Model Quantization and Pruning¶

Complex models are conducive to better model performance, but they may also lead to certain redundancy. This section presents ways to streamline the model, including model quantization (quantization training and offline quantization) and model pruning.

Model quantization reduces the full precision to a fixed number of points to lower the redundancy and achieve the purpose of simplifying the model computation and improving model inference performance. Model quantization can reduce the size of model parameters by converting its precision from FP32 to Int8 without losing model precision, followed by accelerated computation, creating a quantized model with more speed advantages when deployed on mobile devices.

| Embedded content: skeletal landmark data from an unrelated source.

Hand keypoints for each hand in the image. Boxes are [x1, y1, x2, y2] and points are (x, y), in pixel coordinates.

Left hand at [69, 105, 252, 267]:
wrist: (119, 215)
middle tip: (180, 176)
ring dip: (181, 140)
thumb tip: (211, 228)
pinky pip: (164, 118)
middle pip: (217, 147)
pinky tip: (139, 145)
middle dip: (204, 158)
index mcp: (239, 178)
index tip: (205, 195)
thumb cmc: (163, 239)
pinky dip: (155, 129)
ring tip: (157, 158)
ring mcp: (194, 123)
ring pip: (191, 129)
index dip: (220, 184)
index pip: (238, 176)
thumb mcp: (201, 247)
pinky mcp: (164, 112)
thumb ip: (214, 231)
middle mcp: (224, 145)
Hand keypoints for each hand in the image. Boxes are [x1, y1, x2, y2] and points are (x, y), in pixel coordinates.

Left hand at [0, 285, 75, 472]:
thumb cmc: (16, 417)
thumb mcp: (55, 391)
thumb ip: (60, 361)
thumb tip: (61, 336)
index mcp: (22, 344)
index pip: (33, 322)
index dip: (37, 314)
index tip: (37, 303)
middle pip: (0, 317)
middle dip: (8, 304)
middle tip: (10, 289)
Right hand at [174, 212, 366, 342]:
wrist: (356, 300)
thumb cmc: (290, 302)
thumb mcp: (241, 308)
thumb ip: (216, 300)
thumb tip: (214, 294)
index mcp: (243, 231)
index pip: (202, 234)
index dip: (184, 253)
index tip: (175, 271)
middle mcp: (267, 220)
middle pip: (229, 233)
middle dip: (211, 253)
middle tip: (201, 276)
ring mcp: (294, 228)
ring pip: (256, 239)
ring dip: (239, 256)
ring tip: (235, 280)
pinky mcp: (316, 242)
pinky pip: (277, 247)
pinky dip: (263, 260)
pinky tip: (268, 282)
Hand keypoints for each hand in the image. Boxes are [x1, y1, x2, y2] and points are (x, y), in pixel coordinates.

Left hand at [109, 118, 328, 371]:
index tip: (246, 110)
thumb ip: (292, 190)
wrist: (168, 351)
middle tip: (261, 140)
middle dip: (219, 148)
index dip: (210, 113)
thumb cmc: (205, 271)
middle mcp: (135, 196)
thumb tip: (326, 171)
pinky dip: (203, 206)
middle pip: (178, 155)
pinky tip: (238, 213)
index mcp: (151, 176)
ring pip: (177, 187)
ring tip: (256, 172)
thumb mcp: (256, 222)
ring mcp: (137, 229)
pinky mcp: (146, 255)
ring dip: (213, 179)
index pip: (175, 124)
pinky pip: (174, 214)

Model pruning decreases the number of model parameters by cutting out the unimportant convolutional kernels in the CNN, thus bringing down the computational complexity.

This tutorial explains how to use PaddleSlim, PaddlePaddle's model compression library, for PaddleClas compression, i.e., pruning and quantization. PaddleSlim integrates a variety of common and leading model compression functions such as model pruning, quantization (including quantization training and offline quantization), distillation, and neural network search. If you are interested, please follow us and learn more.

To start with, you are recommended to learn PaddleClas Training and PaddleSlim, see Model Pruning and Quantization Algorithms for related pruning and quantization methods.

Catalogue¶

1. Prepare the Environment¶

Once a model has been trained, you can adopt quantization or pruning to further compress the model size and speed up the inference.

Five steps are included：

Install PaddleSlim
Prepare the trained the model
Compress the model
Export quantized inference model
Inference and deployment of the quantized model

1.1 Install PaddleSlim¶

You can adopt pip install for installation.

pip install paddleslim -i https://pypi.tuna.tsinghua.edu.cn/simple

You can also install it from the source code with the latest features of PaddleSlim.

git clone https://github.com/PaddlePaddle/PaddleSlim.git
cd Paddleslim
python3.7 setup.py install

1.2 Prepare the Trained Model¶

PaddleClas offers a list of trained models. If the model to be quantized is not in the list, you need to follow the regular training method to get the trained model.

2. Quick Start¶

Go to PaddleClas root directory

cd PaddleClas

Related code for slim training has been integrated under ppcls/engine/, and the offline quantization code can be found in deploy/slim/quant_post_static.py.

2.1 Model Quantization¶

Quantization training includes offline and online training. Online quantitative training, the more effective one, requires loading a pre-trained model, which can be quantized after defining the strategy.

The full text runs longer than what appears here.